C’est vrai que parfois je dois paraître bien pédant à ressasser quelques vérités à mes yeux premières, d'où cette petite leçon d'humilité sans doute. Pourtant cet exemple me semblait bien mal adapté à l’usage qu’on lui destinait.
En effet, que nous dit-on ?
Qu’avant notre Univers, avant le Big Bang, existait un autre Univers. La thèse est peut-être difficile à comprendre parce qu’elle utilise un vocabulaire scientifique pointu, que seuls quelques personnes peuvent comprendre et discuter, cependant, la problématique posée est vieille comme le Monde.
Les Incas, par exemple pensaient que nous vivions dans le 4ème Univers qui a existé (pour vous épargner des lectures fastidieuses, reportez-vous aux aventures de Corto Maltès dans l’album Mû).
Plus proche de nous, la Bible nous parle du déluge qui fît disparaître un monde pour que de celui-ci surgisse le nôtre. D’ailleurs, le mythe du déluge est extrêmement ancien : on le retrouve dans les aventure de Gilgamesh,
Le premier roman akkadien de l’histoire qui a aussi bien inspiré les récits mythologiques grecques, que religieux judaïques. Ce mythe est non seulement très ancien, mais également connu dans d’innombrables civilisations d’un bout à l’autre de la Terre.
Et d’une façon encore plus archaïque, les tribus africaines ont en commun cette idée qu’avant le monde des hommes existaient de grands anciens.
On pourrait encore se référer aux Bouddhistes, pour qui Siddhartha Gotama est le 4ème Bouddha de cet éon fortuné (qui en connaîtra 10.000), mais cet éon n’est ni le premier, ni le dernier.
Vous me direz que je suis hors sujet : la mécanique quantique comme la relativité n’ont rien à voir avec ces croyances.

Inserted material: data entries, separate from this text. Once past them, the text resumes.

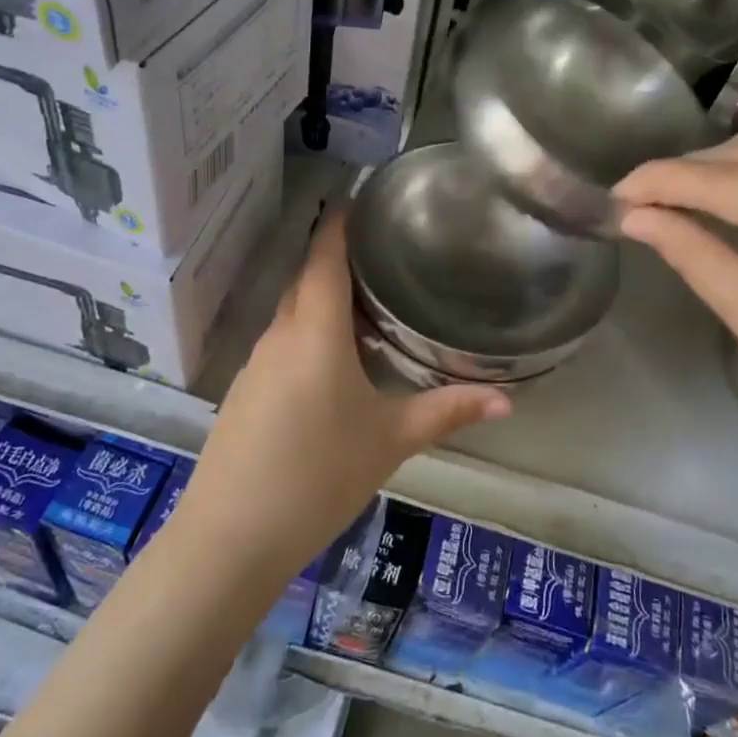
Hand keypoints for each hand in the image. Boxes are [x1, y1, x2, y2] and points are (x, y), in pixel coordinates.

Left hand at [178, 210, 511, 576]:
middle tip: (386, 255)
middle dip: (340, 261)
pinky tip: (335, 363)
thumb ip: (447, 411)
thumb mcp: (390, 440)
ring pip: (293, 312)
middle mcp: (280, 334)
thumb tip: (508, 399)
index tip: (364, 197)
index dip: (342, 222)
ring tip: (370, 306)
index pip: (325, 255)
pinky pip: (281, 342)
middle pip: (307, 279)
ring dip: (325, 301)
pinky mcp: (244, 391)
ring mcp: (255, 363)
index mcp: (315, 330)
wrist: (229, 538)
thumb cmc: (318, 475)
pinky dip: (308, 333)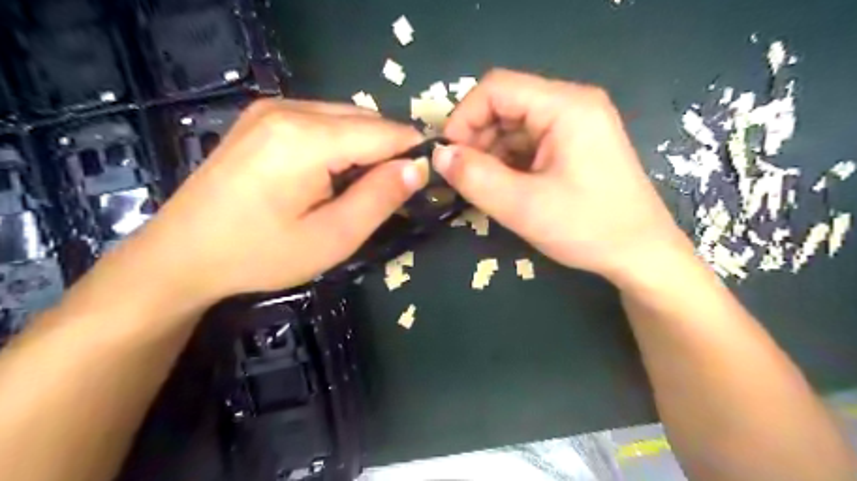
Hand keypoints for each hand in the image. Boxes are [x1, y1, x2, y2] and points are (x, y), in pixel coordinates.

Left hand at [109, 100, 423, 305]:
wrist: (181, 254)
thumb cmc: (260, 254)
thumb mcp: (332, 237)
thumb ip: (380, 198)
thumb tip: (418, 168)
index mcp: (307, 138)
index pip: (385, 132)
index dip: (413, 153)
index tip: (426, 181)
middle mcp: (289, 108)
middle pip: (365, 120)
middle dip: (388, 152)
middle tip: (392, 193)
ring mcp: (270, 108)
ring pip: (344, 118)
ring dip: (364, 148)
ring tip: (360, 188)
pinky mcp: (261, 118)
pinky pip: (320, 120)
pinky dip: (340, 143)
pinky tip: (329, 174)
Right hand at [437, 70, 691, 283]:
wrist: (641, 254)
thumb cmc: (588, 228)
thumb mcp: (523, 206)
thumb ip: (475, 178)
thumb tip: (438, 155)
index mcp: (566, 106)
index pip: (497, 88)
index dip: (463, 117)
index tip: (448, 157)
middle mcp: (572, 105)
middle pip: (505, 105)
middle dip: (476, 139)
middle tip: (463, 178)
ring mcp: (575, 125)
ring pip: (514, 126)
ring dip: (491, 153)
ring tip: (483, 187)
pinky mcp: (574, 145)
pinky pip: (529, 143)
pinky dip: (508, 162)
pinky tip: (505, 187)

Pas si sûr, car en fait cette théorie tente de répondre à une question vieille comme le monde, à laquelle chaque civilisation a tenté de répondre à sa manière. De tout temps, les hommes sont frappés par la succession de cycles qui règlent leur vie : le jour et la nuit, le cycle des saisons, sans parler des cycles lunaire et annuel. Par contraste, l'histoire des hommes se développe en un cycle ouvert, les hommes portent en eux une évolution : ils sont historiques, contrairement aux animaux. Ils savent qu’ils naissent et meurent, que les villes qu’ils établissent, leurs civilisations même vivent et meurent. La raison commande d’inscrire ces évolutions dans des cycles à long terme. Et tout l’effort des hommes tendra à «fermer la boucle». Sinon il y a hiatus, cassure, chaos. J’appelle ce type de problème un « effet de bord ».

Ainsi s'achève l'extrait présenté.